即興で思い付いたのか前日から考えていたのかは定かではないが、淡路島に在って、見晴らしの良い場所に立ち、厳粛な面持ちで詠い始める。

「おしてるや 〜、」島々を順次見渡しながら朗々と、そして「… アヂマ、サノシマも見ゆ〜。」と歌った後、少し間を置いて西の方に視線をやり、まるで初めて気付いたかのように「あれぇ? サケツ島も見えるなぁ…」とトボケて見せるのです。

大王が国見の歌を詠い出したので、初めのうちは身を正し畏まって聞いていた家来達だが、ここでは肩を震わせながら笑いを堪〔コラ〕えている。
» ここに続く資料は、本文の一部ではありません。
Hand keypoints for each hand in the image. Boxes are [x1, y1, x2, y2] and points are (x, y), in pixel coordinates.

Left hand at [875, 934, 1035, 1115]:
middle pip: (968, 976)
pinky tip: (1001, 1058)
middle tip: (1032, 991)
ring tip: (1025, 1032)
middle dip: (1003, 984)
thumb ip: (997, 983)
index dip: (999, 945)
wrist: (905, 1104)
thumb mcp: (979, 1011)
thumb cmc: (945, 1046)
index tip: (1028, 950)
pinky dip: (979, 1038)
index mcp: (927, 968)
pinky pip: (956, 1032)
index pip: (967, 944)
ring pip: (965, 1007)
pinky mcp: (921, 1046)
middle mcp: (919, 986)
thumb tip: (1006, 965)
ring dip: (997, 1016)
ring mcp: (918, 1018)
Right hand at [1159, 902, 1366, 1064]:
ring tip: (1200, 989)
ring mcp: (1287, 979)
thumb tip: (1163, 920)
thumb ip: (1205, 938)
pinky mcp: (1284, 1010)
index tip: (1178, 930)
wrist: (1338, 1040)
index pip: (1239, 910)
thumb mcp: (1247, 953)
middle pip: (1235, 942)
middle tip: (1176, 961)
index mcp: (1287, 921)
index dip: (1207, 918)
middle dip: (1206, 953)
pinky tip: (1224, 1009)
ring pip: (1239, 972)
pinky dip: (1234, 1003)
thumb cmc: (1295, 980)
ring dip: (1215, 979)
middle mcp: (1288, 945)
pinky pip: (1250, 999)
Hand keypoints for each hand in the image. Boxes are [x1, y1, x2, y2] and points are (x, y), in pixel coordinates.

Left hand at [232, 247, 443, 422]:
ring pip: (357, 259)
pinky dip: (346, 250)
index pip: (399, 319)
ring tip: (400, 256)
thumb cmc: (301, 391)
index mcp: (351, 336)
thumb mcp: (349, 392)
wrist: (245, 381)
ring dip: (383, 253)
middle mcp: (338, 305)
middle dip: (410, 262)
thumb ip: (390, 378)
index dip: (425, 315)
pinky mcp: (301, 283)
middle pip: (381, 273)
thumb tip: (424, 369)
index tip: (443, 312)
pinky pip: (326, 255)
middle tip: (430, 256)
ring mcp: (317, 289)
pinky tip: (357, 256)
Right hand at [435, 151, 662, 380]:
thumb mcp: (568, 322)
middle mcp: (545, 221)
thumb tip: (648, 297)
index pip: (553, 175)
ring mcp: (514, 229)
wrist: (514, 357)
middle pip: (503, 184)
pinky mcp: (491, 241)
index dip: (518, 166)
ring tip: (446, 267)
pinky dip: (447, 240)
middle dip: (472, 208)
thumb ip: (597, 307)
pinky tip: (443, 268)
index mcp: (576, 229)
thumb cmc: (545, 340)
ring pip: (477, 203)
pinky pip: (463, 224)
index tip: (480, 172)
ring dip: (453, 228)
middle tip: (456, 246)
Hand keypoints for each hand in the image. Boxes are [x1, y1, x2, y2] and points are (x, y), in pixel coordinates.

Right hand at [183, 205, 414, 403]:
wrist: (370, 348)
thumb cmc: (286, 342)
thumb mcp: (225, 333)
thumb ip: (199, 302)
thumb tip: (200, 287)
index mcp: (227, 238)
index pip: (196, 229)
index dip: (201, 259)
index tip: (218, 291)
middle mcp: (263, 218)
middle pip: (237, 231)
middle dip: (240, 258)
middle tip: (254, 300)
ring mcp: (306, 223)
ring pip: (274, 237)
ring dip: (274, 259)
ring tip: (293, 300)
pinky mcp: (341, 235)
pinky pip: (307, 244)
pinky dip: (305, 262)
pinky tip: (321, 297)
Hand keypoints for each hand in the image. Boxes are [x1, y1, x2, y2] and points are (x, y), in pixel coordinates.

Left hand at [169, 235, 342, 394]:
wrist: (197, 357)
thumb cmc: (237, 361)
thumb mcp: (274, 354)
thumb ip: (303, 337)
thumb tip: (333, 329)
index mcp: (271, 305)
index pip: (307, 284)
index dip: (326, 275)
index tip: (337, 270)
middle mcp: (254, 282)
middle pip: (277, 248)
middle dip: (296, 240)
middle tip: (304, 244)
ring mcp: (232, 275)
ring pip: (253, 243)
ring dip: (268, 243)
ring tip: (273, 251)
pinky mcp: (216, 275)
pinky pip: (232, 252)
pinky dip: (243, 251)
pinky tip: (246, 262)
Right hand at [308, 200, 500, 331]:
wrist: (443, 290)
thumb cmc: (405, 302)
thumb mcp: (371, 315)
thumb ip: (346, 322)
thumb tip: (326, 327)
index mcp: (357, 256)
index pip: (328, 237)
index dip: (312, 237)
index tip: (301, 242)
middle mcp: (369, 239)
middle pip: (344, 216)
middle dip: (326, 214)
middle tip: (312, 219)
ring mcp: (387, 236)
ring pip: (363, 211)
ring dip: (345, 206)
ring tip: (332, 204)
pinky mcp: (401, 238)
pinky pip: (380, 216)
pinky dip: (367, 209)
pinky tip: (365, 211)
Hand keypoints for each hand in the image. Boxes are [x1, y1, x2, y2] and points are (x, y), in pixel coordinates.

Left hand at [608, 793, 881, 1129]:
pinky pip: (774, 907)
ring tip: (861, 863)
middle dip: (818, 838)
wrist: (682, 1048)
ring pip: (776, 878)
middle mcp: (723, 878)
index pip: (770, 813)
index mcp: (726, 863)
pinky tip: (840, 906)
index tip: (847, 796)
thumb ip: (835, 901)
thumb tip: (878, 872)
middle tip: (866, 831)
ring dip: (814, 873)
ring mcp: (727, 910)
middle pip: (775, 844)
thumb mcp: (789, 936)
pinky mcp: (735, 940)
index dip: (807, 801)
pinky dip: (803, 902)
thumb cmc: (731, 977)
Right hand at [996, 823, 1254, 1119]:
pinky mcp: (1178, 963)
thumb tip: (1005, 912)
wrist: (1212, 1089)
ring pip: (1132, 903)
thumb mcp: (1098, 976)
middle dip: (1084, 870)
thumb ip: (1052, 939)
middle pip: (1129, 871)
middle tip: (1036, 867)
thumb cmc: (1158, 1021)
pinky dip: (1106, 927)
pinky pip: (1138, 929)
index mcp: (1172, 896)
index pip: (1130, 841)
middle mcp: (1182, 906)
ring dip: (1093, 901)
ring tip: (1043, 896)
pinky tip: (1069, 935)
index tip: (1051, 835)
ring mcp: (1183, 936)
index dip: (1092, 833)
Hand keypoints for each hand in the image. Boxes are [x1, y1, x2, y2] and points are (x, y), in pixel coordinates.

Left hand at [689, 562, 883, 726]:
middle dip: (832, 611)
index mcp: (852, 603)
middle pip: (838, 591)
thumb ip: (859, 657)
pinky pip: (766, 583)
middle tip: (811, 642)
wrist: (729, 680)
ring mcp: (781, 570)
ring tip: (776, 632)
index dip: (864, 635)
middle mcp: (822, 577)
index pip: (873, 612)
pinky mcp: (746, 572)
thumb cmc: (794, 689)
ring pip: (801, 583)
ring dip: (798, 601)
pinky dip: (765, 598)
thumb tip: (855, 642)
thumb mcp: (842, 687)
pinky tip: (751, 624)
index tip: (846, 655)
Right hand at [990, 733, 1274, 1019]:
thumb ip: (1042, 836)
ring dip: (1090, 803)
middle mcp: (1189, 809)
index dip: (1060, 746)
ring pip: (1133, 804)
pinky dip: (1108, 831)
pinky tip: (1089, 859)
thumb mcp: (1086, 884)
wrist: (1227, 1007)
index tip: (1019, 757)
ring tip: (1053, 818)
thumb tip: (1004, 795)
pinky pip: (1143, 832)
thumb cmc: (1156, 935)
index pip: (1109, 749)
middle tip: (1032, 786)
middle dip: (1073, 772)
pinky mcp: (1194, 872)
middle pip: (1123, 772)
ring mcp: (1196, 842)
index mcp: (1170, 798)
『いやいや、大王さん、そこが、今日出掛けて来た目的地でしょうよ。』と、遂に大爆笑。
そう、大雀の気持ちも視線も、吉備にしか向かっていなかったのですから。

大いにウケているのを見て悦に入ってる大雀の、如何にも楽しげな姿を思い浮かべてしまう歌です。

    乃自其嶋傳而 幸行吉備國
  爾 黑日賣 令大坐
    其國之山方地 而獻大御飯

季節は春、日和良く、薫風爽やかな日の事でした。